Sake.re: Experiment sharing and publishing

See the prerequisite and be sure to be familiar with Sake.re.

Experiments may be published at any point of their lifecyle. They may first be registered in the cakes repository serving as a way to record experiments and the changes made to them. They may later be posted and synchronised with the sake.re web site, but not necessarily made accessible through a published link. Then they may be made visible on the sake.re web site and the results (in fact the full repository content) may be published in a bona fide research data repository: we provide the example for doing this on zenodo.

Sharing experiments in the cakes repository

You will need an account from the cakes git repository. Then you need to ask for the creation of the ${LABEL} repository. Both can be achieved by sending an email to cakes@inria.fr or account@sake.re.

Then perform from your git directory:

$ git remote add origin cakes@felapton.inrialpes.fr:${LABEL}.git
$ git branch --set-upstream-to=origin/master master
$ git push --all
$ git push --tags
alternatively you can clone the empty ${LABEL}.git repo (with ssh, not https) and add your stuff in it.

This can, and preferably should, be done early (as early as the design stage). This could play the role of preregistration. In this case, it is useful to push and tag the changes at all steps during design.

Publishing experiments on the sake.re web site

The generated html file can be made available online. The experiment should be found under https://sake.re/${LABEL} as soon as you registered it in the cakes repository.

For that reason, it is good that the notebook provides direct access to the various resources: params.sh and script.sh, input, result and the zip files containing all this.

To have it indexed on the sake.re index, ask for it as the same address as above.

The page can still be updated from the git repository, for instance, for adding within the notebook image a link to the results when published on files.inria.fr or Zenodo.

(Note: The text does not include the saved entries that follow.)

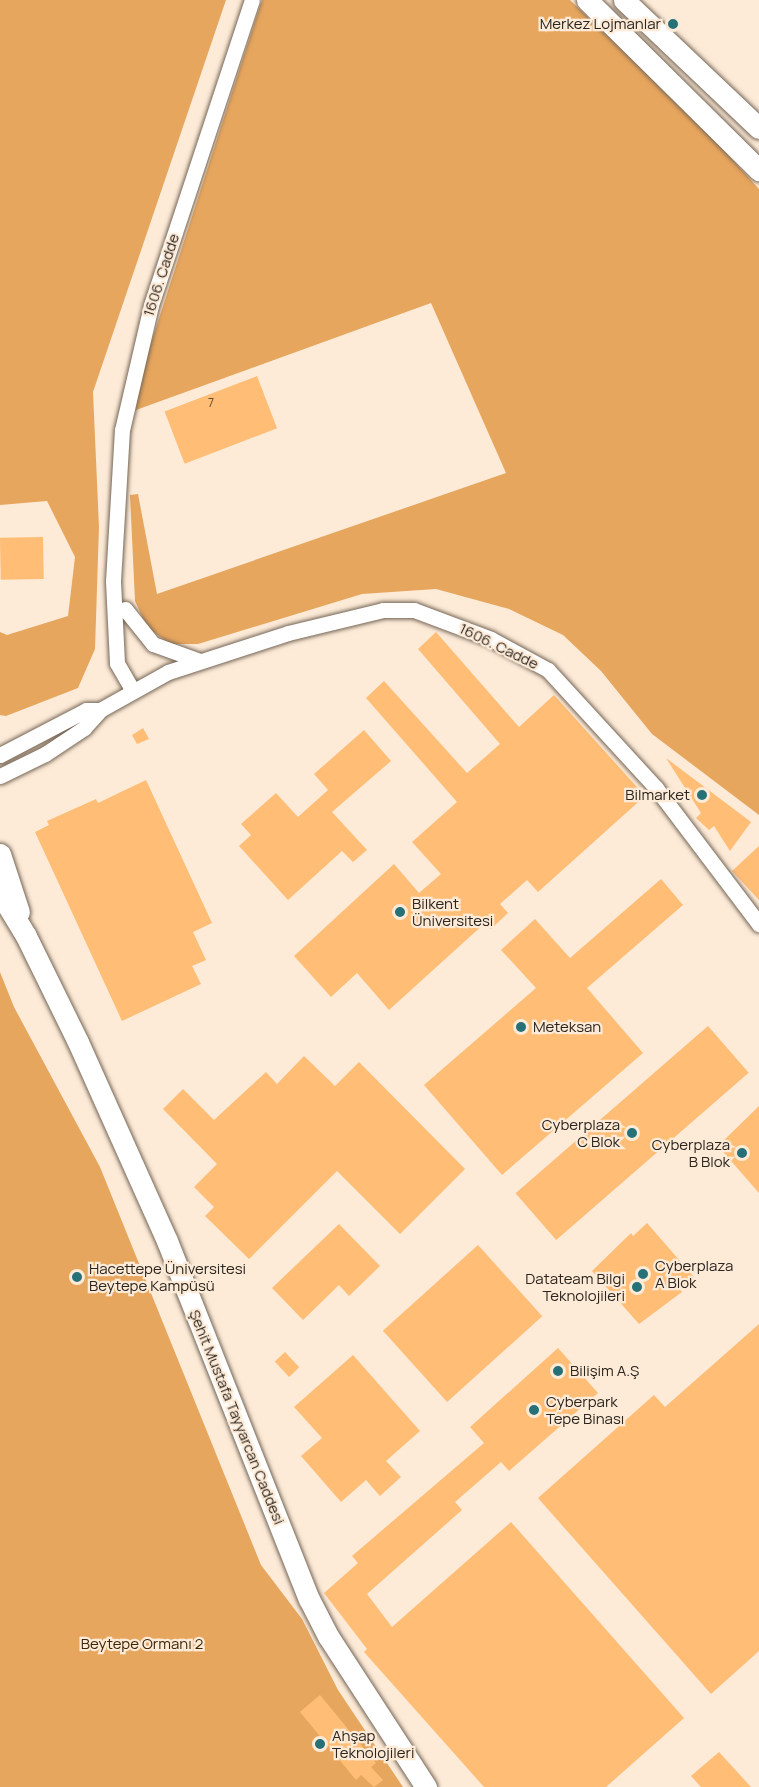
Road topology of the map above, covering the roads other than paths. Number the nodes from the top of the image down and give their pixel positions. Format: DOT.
graph roads {
  1 [pos="252,0"];
  2 [pos="587,0"];
  3 [pos="624,0"];
  4 [pos="759,128"];
  5 [pos="759,170"];
  6 [pos="117,559"];
  7 [pos="125,609"];
  8 [pos="200,661"];
  9 [pos="125,674"];
  10 [pos="133,692"];
  11 [pos="100,710"];
  12 [pos="0,741"];
  13 [pos="22,744"];
  14 [pos="0,755"];
  15 [pos="6,773"];
  16 [pos="0,789"];
  17 [pos="0,854"];
  18 [pos="0,893"];
  19 [pos="759,924"];
  20 [pos="26,936"];
  21 [pos="426,1787"];
  1 -- 6 [label="street, 1606. Cadde"];
  2 -- 5 [label="main road"];
  3 -- 4 [label="main road"];
  6 -- 7 [label="street, 1606. Cadde"];
  6 -- 9 [label="street, 1606. Cadde"];
  7 -- 8 [label="street"];
  7 -- 9 [label="street, 1606. Cadde"];
  8 -- 10 [label="street, 1606. Cadde"];
  8 -- 19 [label="street, 1606. Cadde"];
  9 -- 10 [label="street, 1606. Cadde"];
  10 -- 11 [label="street"];
  11 -- 13 [label="street"];
  11 -- 15 [label="street"];
  12 -- 13 [label="street"];
  13 -- 14 [label="street"];
  15 -- 16 [label="street"];
  17 -- 20 [label="main road, Şehit Mustafa Tayyarcan Caddesi"];
  18 -- 20 [label="main road, Şehit Mustafa Tayyarcan Caddesi"];
  20 -- 21 [label="main road, Şehit Mustafa Tayyarcan Caddesi"];
}
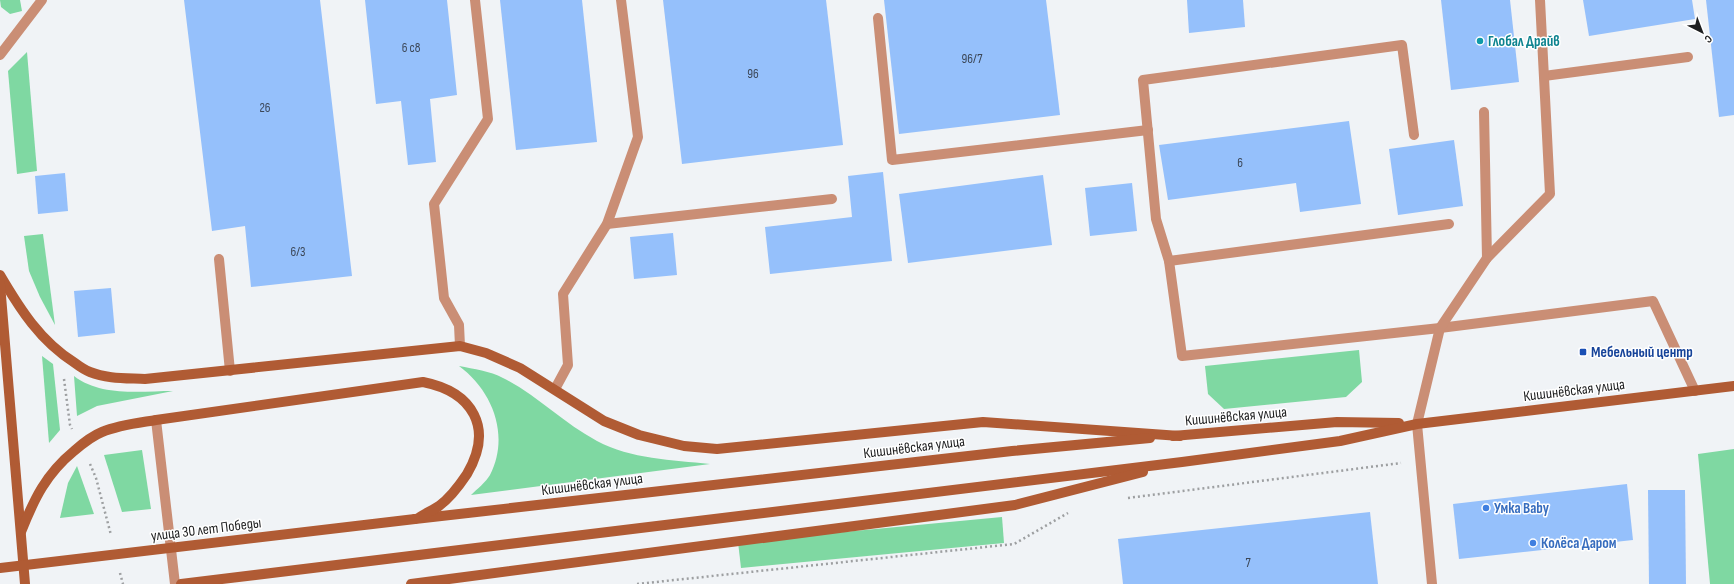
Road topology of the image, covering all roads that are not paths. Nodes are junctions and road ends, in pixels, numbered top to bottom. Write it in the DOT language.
graph roads {
  1 [pos="42,0"];
  2 [pos="475,0"];
  3 [pos="621,0"];
  4 [pos="1540,0"];
  5 [pos="878,18"];
  6 [pos="0,54"];
  7 [pos="1688,57"];
  8 [pos="1544,76"];
  9 [pos="1484,112"];
  10 [pos="1148,130"];
  11 [pos="1414,135"];
  12 [pos="832,198"];
  13 [pos="607,224"];
  14 [pos="1449,224"];
  15 [pos="1487,258"];
  16 [pos="219,259"];
  17 [pos="1169,261"];
  18 [pos="0,275"];
  19 [pos="0,284"];
  20 [pos="1440,328"];
  21 [pos="460,346"];
  22 [pos="230,371"];
  23 [pos="1734,386"];
  24 [pos="555,389"];
  25 [pos="1695,391"];
  26 [pos="156,420"];
  27 [pos="1417,424"];
  28 [pos="1180,436"];
  29 [pos="1182,462"];
  30 [pos="415,519"];
  31 [pos="21,532"];
  32 [pos="0,568"];
  33 [pos="446,582"];
  34 [pos="25,584"];
  35 [pos="175,584"];
  36 [pos="181,584"];
  37 [pos="411,584"];
  38 [pos="1432,584"];
  1 -- 6 [label="lane"];
  2 -- 21 [label="lane"];
  3 -- 13 [label="lane"];
  4 -- 8 [label="lane"];
  5 -- 10 [label="lane"];
  7 -- 8 [label="lane"];
  8 -- 15 [label="lane"];
  9 -- 15 [label="lane"];
  10 -- 11 [label="lane"];
  10 -- 17 [label="lane"];
  12 -- 13 [label="lane"];
  13 -- 24 [label="lane"];
  14 -- 17 [label="lane"];
  15 -- 20 [label="lane"];
  16 -- 22 [label="lane"];
  17 -- 20 [label="lane"];
  18 -- 22 [label="street"];
  19 -- 31 [label="street"];
  20 -- 25 [label="lane"];
  20 -- 27 [label="lane"];
  21 -- 22 [label="street"];
  21 -- 24 [label="street"];
  23 -- 25 [label="street, Кишинёвская улица"];
  24 -- 28 [label="street"];
  25 -- 27 [label="street, Кишинёвская улица"];
  26 -- 30 [label="street"];
  26 -- 31 [label="street"];
  26 -- 35 [label="lane"];
  27 -- 28 [label="street, Кишинёвская улица"];
  27 -- 29 [label="street, Кишинёвская улица"];
  27 -- 38 [label="lane"];
  28 -- 30 [label="street, Кишинёвская улица"];
  29 -- 33 [label="street"];
  29 -- 36 [label="street, Кишинёвская улица"];
  30 -- 32 [label="street, улица 30 лет Победы, bridge"];
  31 -- 34 [label="street"];
  33 -- 37 [label="street"];
}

Creating a clean zip archive

It may be useful, for archiving on various places to create a minimal zip archive, containing all results, but only files of interest. This can be obtained in the following way:

$ git submodule deinit --all              # beware that there is no stuff there (compile results)
$ git reflog expire --all --expire=now    # next instructions to reduce the size of the zip
$ git gc --prune=now --aggressive
$ cd ..
$ zip -r -q ${LABEL}.zip ${LABEL}/        # Takes the .git as well
This file may be generated after metadata for submitting to zenodo. This is the archive that can be published in zenodo (preferred) or files.inria.fr.

Instructions to publish results on Zenodo

In order to record an experiment under Zenodo, you first need to create a zenodo account. All the process can be achieved through the website, we describe the command line approach.

Generate the metadata needed by zenodo:

$ bash lazylav/scripts/genMetadata.sh
This generates a metadata.json file that can be edited if needed.

Create the zip file as above will generate a ${LABEL}.zip (and move you to the parent directory).

Get a zenodo token from this link https://zenodo.org/account/settings/applications/tokens/new/ and assign it to a variable (also set a variable for the zenodo server; sandbox.zenodo.org may be used for testing):

$ TOKEN=<paste_your_token_here>
$ ZENSERV=zenodo.org

Declare a new deposition:

$ DEP=$(curl -H "Content-Type: application/json" -X POST --data @${LABEL}/metadata.json "https://${ZENSERV}/api/deposit/depositions?access_token=${TOKEN}")

Extract ID and BUCKET link from the returned JSon (uses jq; can also be done manually):

$ ID=$(echo "${DEP}" | jq --raw-output .id)
$ BUCKET=$(echo "${DEP}" | jq --raw-output .links.bucket)

Upload the zip file:

$ curl --upload-file ${LABEL}.zip -X PUT "${BUCKET}/${LABEL}.zip?access_token=${TOKEN}"

Publish the deposition:

$ curl -i -X POST "https://${ZENSERV}/api/deposit/depositions/${ID}/actions/publish?access_token=${TOKEN}"
It should be made available at the 10.5281/zenodo.${ID} DOI.

It is possible to modify the experiment description just after creating the deposit to include the DOI in them. This is achieved in markdown by (replace ${ID} by its value):

[![DOI:10.5281/zenodo.${ID}](https://zenodo.org/badge/DOI/10.5281/zenodo.${ID}.svg)](https://doi.org/10.5281/zenodo.${ID})
which will be displayed as: DOI:10.5281/zenodo.${ID}

It is also possible to upload new versions of depositions.